I am not a huge fan of current horror. I prefer the writers so beloved of Lovecraft in his Supernatural Horror in Literature and those chosen by August Derleth for publication by Arkham House. (At this point I want to go on record, and say Thomas Liggotti has written many wonderful stories.) I also find some of the current Lovecraft pastiches are not to my taste, but I have found more than enough that I enjoy, to read and discuss. I do not consider Lovecraft to be a great writer/stylist. He could be far too stilted, contrived, derivative, and downright silly. But he took mankind, and his readers out of our comfortable earth-centric horror themes and introduced us to cosmic horror and our place in the universe. The sometimes creaky apparatus of the Cthulhu Mythos has inspired generations of wonderful writers who have chosen to follow in the steps of the master and I have happily tagged along. One of the things I love about Lovecraft, as you could probably guess from my site name and the quotes on the right hand side, is the importance of the dreams that pervade so much of his life and work.
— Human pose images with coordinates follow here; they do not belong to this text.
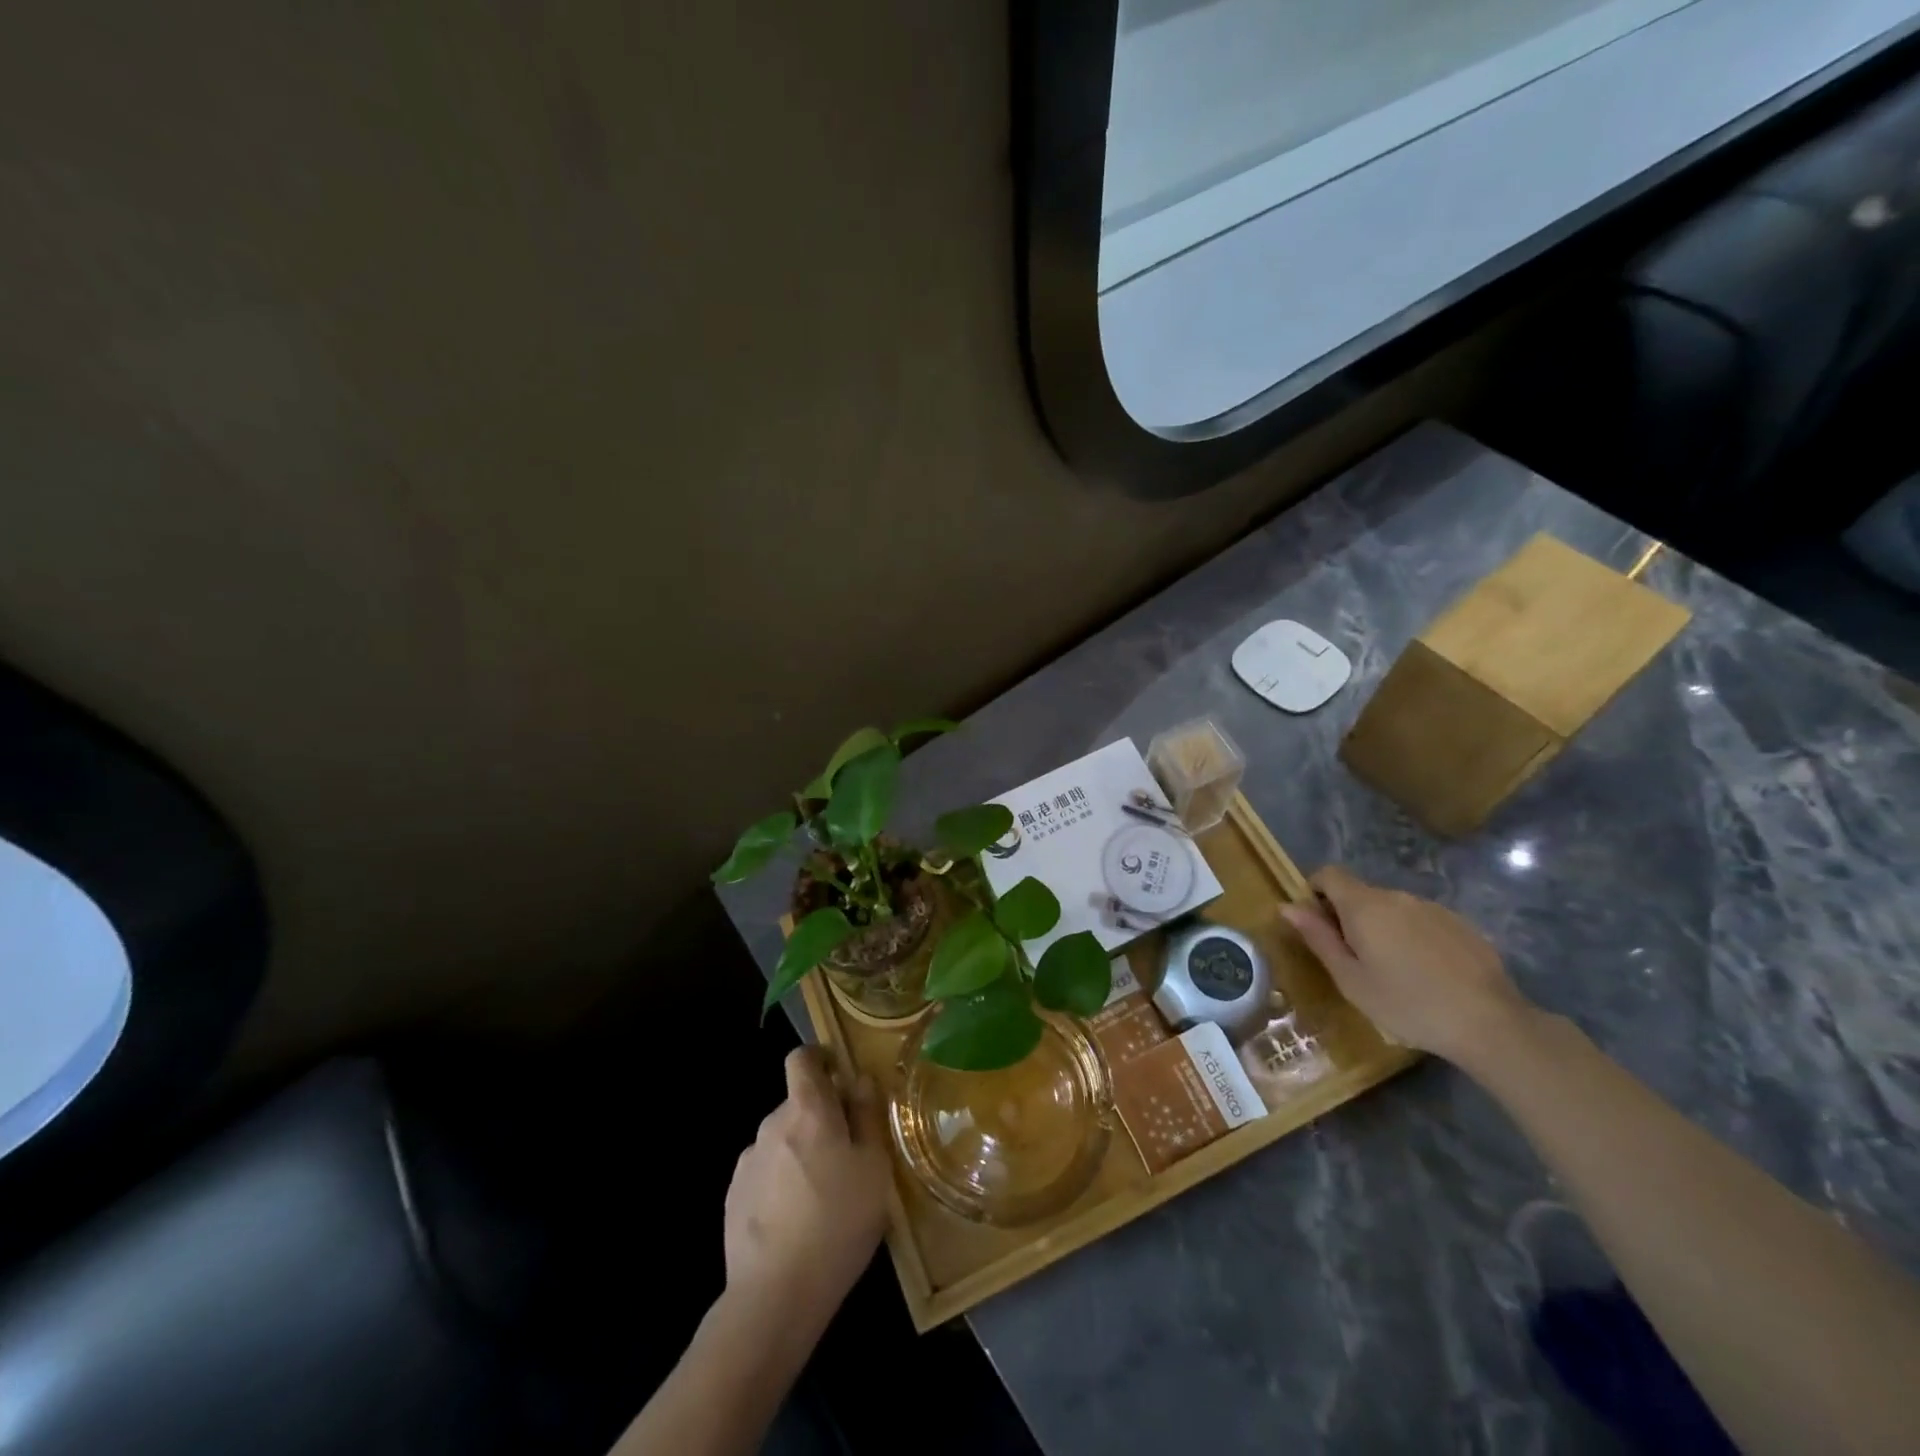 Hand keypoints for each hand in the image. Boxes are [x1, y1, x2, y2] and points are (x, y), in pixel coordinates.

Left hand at [723, 1047, 890, 1338]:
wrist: (774, 1296)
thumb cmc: (838, 1222)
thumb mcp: (874, 1167)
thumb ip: (868, 1116)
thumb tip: (860, 1081)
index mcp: (807, 1109)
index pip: (802, 1058)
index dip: (820, 1059)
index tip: (840, 1076)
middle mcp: (772, 1124)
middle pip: (797, 1104)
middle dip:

Some of the most interesting comments I have heard about Lovecraft’s work are by Alan Moore and can be found at the following link.
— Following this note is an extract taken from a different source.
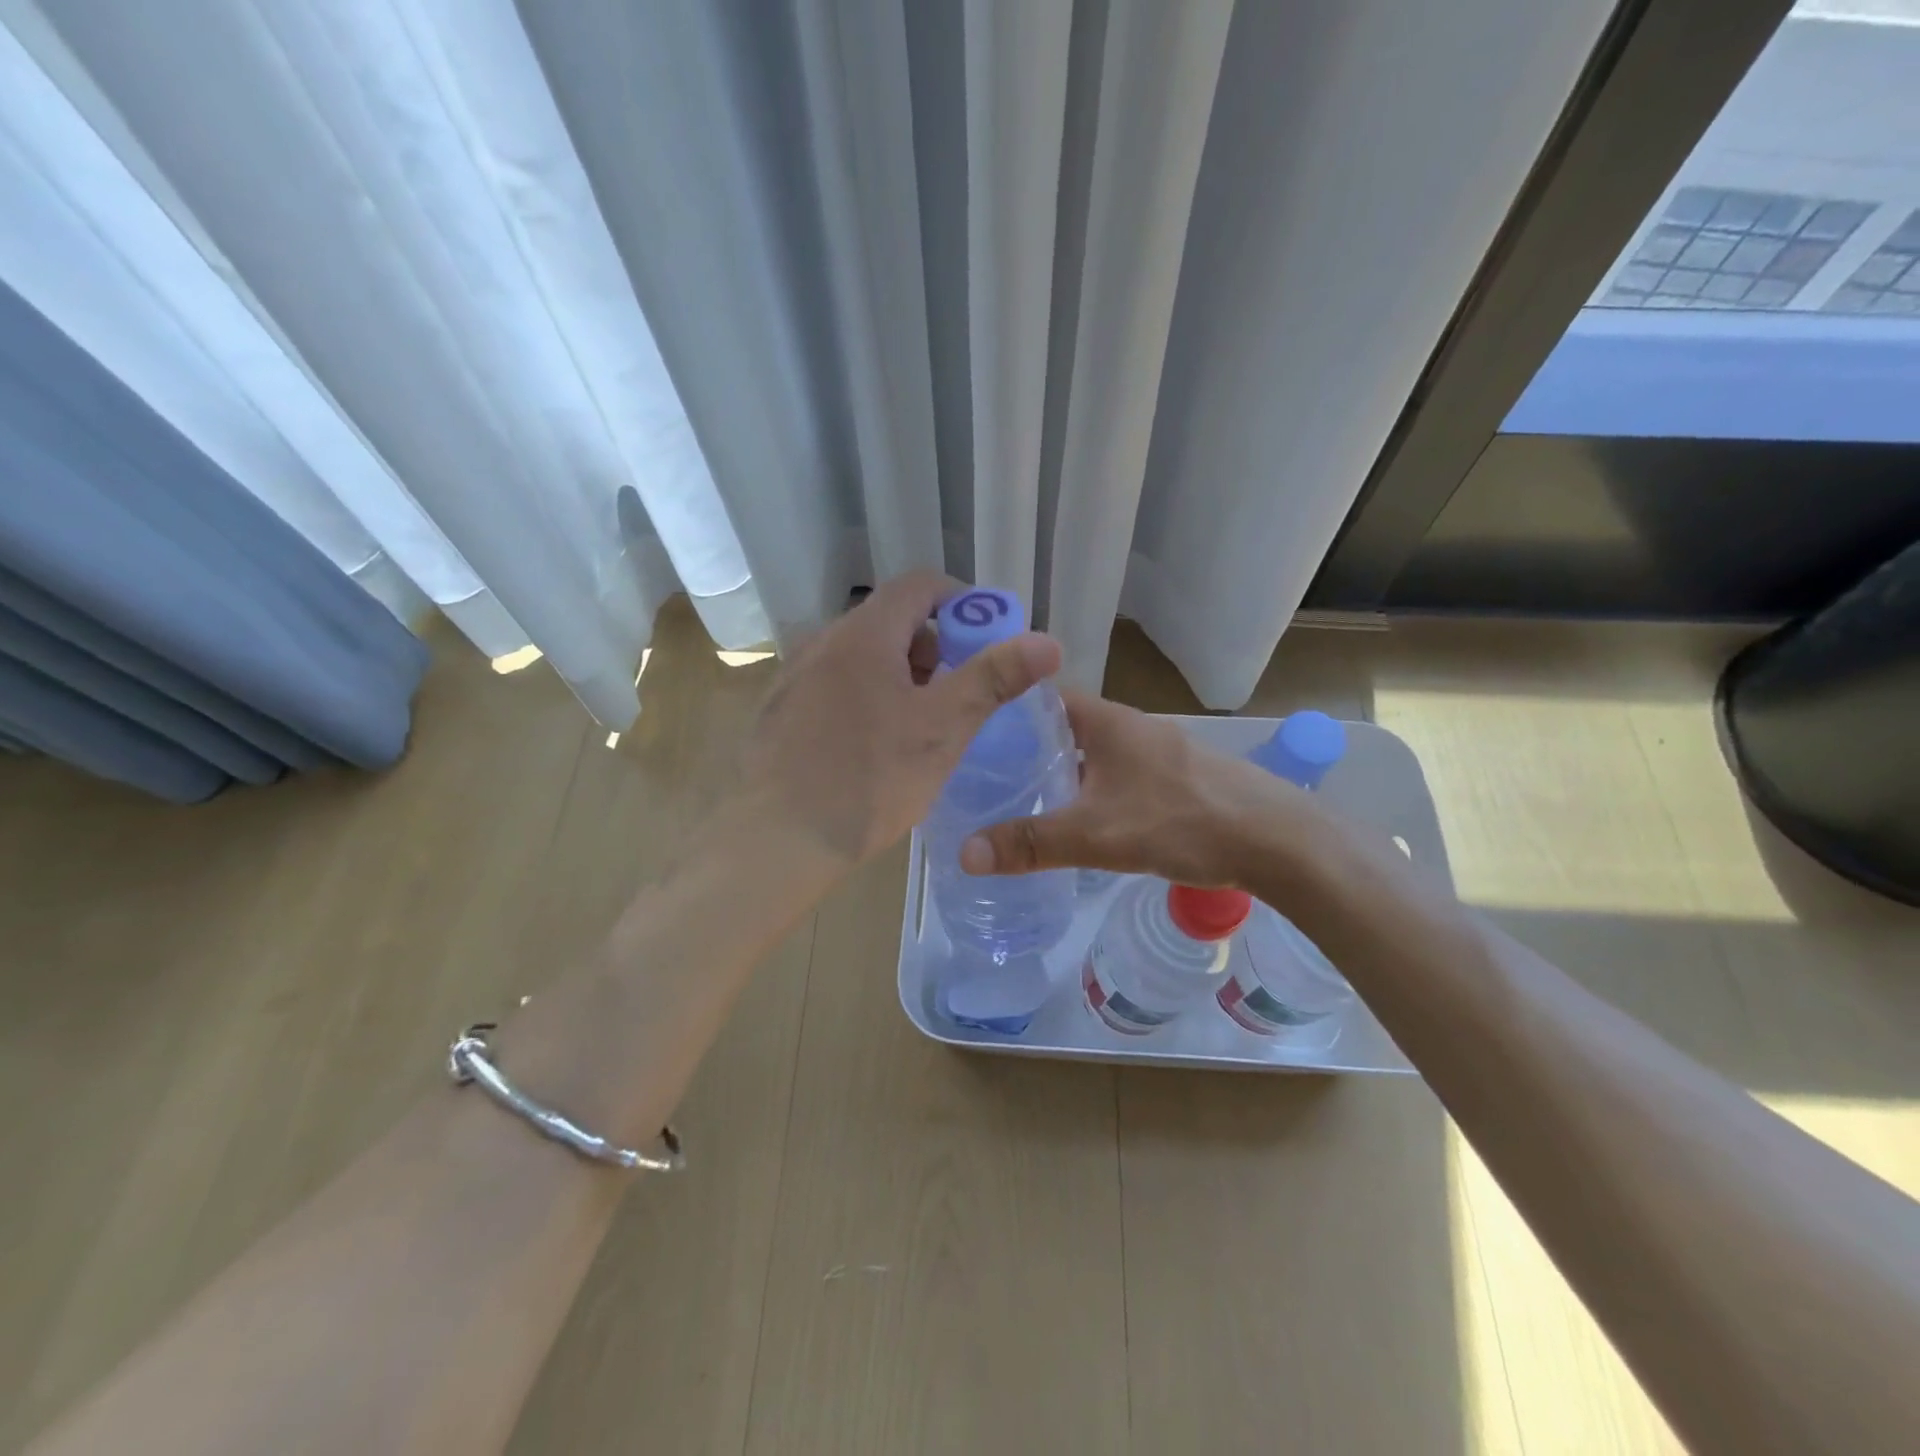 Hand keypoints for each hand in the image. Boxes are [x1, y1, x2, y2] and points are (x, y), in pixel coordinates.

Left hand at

For a general overview of Lovecraft and his work , I recommend a documentary on YouTube called Fear of The Unknown, participants include Ramsey Campbell, Neil Gaiman, S.T Joshi, Caitlan R. Kiernen and John Carpenter. 

https://www.youtube.com/watch?v=Spoz_1KyZiA

This blog will focus on my thoughts on the works of H.P. Lovecraft, his circle of friends, other Arkham House writers and the numerous pastiches that have been and continue to be produced based on all aspects of Lovecraft’s work. I do not consider my posts reviews, I do not bring any great literary knowledge or critical approach to what I read. Nor am I conversant with the vast amount of Lovecraft scholarship available. I would rather read the stories. My impetus for this blog? Ratty in the Wind in the Willows liked messing around in boats, I like messing around in books.

Disclaimer


Howard Philips Lovecraft was a racist and a number of his stories, poems and letters reflect this, it appears that the World Fantasy Awards will discontinue awarding a bust of Lovecraft to winners of the award because of his racist views.

http://fusion.net/story/229595/world-fantasy-awards-stop-using-hp-lovecraft-trophy/ 

I cannot claim to know if he was only a product of the time he lived in, I suspect it was more than that, he was certainly more vocal in his views than many of his contemporaries. Some have suggested that he moderated his views as he aged but the views expressed in some of his letters from 1934, three years before his death, do not seem to indicate any great change in his feelings on race; and inferior versus superior stock as far as I can see.